- [Task brief]
Spot each line in the data below containing "that" and copy it.

- [Data under study]
******************************
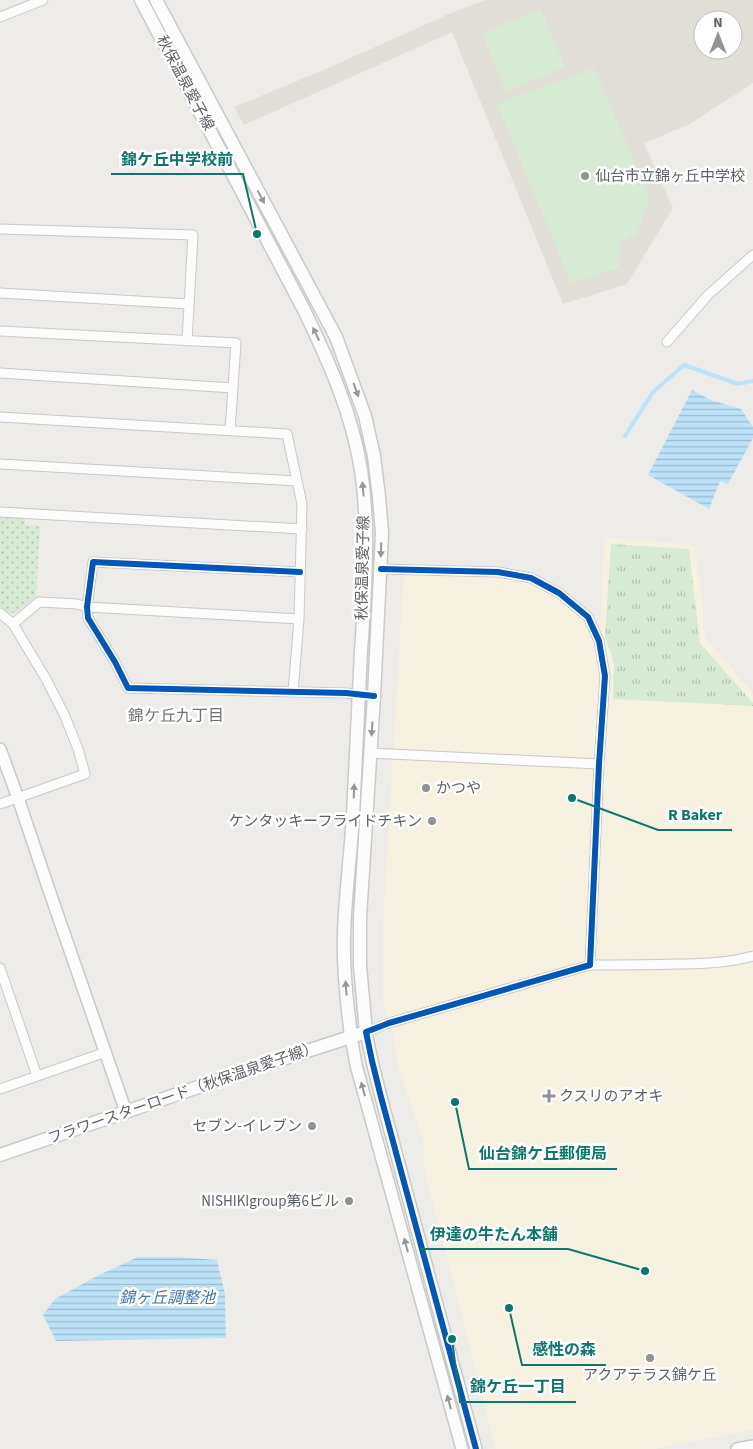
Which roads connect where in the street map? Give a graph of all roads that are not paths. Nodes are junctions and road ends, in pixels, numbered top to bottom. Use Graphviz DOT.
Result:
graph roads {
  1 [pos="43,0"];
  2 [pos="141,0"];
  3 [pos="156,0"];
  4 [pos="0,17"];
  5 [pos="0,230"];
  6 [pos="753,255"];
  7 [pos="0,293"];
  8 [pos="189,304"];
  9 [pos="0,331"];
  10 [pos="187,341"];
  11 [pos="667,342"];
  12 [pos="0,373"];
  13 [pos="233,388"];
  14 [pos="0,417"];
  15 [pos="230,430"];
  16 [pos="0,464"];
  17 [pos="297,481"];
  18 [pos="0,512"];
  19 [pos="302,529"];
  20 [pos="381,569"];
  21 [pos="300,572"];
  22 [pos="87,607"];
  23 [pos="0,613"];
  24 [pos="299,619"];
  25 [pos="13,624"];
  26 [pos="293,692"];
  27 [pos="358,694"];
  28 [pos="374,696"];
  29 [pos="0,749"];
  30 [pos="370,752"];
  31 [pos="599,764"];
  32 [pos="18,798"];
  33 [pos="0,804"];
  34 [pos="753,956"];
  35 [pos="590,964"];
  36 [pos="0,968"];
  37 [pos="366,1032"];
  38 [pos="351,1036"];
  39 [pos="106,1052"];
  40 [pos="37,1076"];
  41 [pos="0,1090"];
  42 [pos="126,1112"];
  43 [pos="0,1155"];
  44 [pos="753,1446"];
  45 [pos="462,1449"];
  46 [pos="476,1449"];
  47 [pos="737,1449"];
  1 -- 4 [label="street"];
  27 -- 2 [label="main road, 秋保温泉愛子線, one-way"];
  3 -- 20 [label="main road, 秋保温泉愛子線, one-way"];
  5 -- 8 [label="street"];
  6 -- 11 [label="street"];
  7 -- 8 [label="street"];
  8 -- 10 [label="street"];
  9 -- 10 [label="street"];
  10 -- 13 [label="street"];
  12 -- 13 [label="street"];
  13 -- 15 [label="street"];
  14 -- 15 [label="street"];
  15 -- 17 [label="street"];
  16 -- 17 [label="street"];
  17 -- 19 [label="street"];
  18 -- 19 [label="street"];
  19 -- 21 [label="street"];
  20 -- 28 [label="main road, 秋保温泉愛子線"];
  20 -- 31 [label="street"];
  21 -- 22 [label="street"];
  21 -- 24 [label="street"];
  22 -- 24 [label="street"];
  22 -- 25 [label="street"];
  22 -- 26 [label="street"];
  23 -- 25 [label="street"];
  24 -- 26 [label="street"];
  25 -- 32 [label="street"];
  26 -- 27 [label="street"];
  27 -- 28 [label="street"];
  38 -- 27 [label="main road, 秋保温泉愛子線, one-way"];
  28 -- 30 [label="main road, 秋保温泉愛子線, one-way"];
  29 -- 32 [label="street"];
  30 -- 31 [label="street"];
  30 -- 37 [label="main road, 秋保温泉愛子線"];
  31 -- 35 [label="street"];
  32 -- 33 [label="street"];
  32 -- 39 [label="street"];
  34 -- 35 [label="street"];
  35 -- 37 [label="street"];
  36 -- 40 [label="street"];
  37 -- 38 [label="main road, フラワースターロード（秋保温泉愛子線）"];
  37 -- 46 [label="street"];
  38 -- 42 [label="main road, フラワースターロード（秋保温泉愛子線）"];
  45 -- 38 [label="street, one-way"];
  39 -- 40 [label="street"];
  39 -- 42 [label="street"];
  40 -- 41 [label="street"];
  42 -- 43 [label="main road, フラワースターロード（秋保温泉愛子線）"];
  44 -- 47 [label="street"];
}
******************************
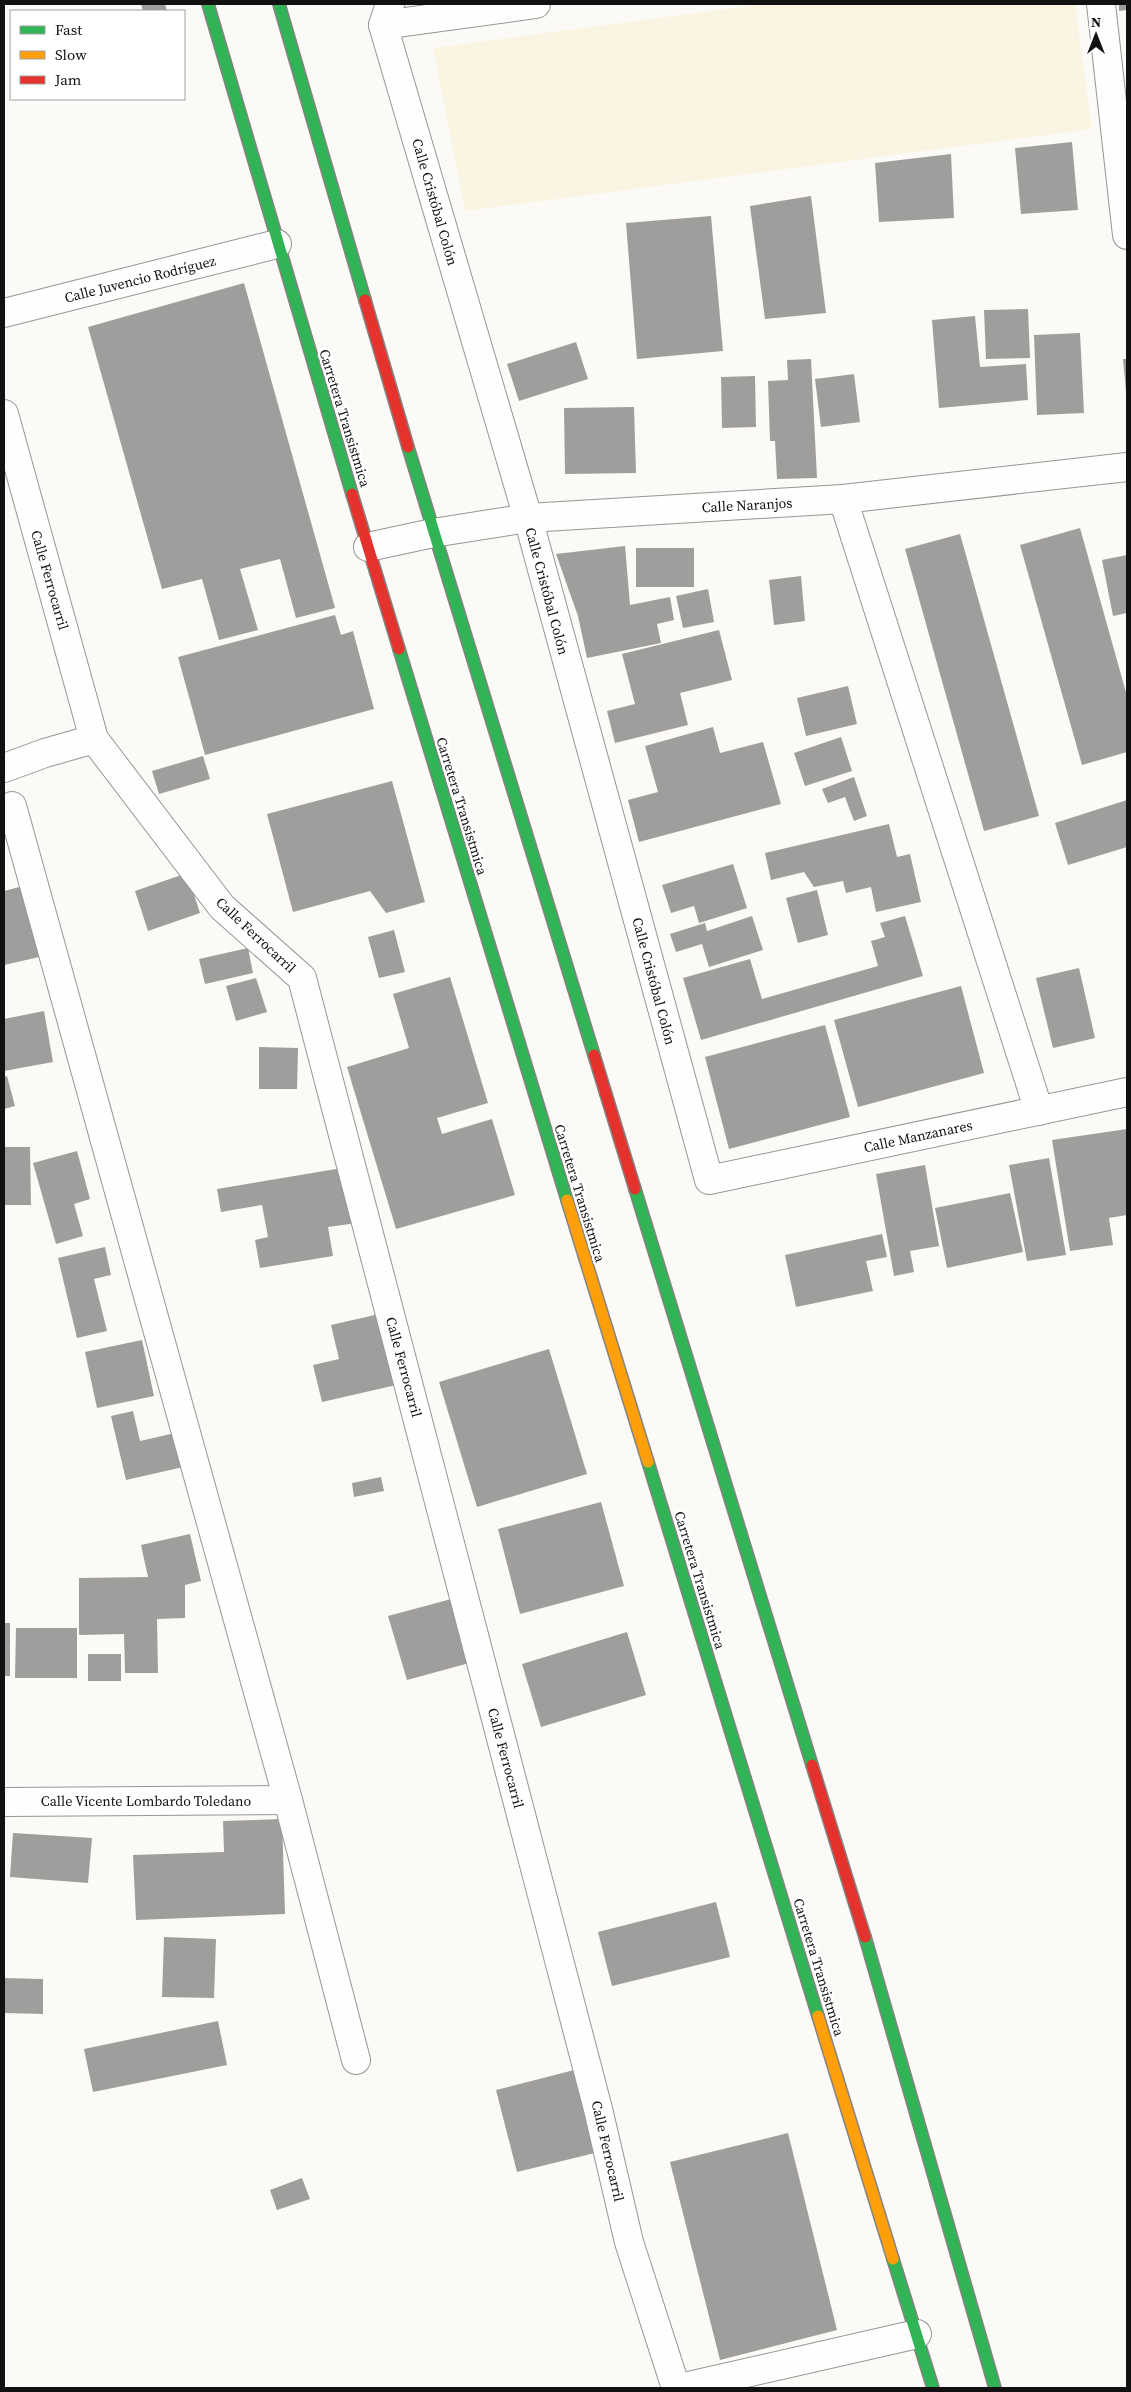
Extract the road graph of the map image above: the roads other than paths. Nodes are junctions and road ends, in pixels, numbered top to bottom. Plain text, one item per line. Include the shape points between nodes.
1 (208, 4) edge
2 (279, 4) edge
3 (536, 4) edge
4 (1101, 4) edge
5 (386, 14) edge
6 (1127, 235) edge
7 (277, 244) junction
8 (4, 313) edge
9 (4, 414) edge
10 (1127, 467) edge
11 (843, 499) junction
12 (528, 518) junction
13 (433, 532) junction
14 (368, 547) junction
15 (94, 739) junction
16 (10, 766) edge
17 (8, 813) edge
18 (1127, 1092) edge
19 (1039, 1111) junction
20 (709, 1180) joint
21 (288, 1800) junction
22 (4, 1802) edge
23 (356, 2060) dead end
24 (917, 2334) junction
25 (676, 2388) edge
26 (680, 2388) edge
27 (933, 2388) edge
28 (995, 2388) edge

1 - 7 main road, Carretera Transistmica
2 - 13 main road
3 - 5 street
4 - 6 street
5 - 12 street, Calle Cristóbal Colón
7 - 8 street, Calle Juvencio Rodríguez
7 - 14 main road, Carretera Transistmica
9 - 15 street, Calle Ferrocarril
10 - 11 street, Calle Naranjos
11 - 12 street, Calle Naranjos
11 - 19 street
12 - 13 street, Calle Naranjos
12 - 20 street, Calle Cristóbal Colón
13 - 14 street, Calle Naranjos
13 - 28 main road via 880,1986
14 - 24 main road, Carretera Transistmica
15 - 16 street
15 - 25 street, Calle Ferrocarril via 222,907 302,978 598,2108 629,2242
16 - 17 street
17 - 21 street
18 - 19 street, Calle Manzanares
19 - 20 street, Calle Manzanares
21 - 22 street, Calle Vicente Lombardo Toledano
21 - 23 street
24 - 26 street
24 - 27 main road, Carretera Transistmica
******************************
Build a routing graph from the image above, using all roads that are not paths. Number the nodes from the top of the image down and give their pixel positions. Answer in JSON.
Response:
******************************
- [Task response]
Which roads connect where in the street map? Give a graph of all roads that are not paths. Nodes are junctions and road ends, in pixels, numbered top to bottom. Use Graphviz DOT.
Build a routing graph from the image above, using all roads that are not paths. Number the nodes from the top of the image down and give their pixel positions. Answer in JSON.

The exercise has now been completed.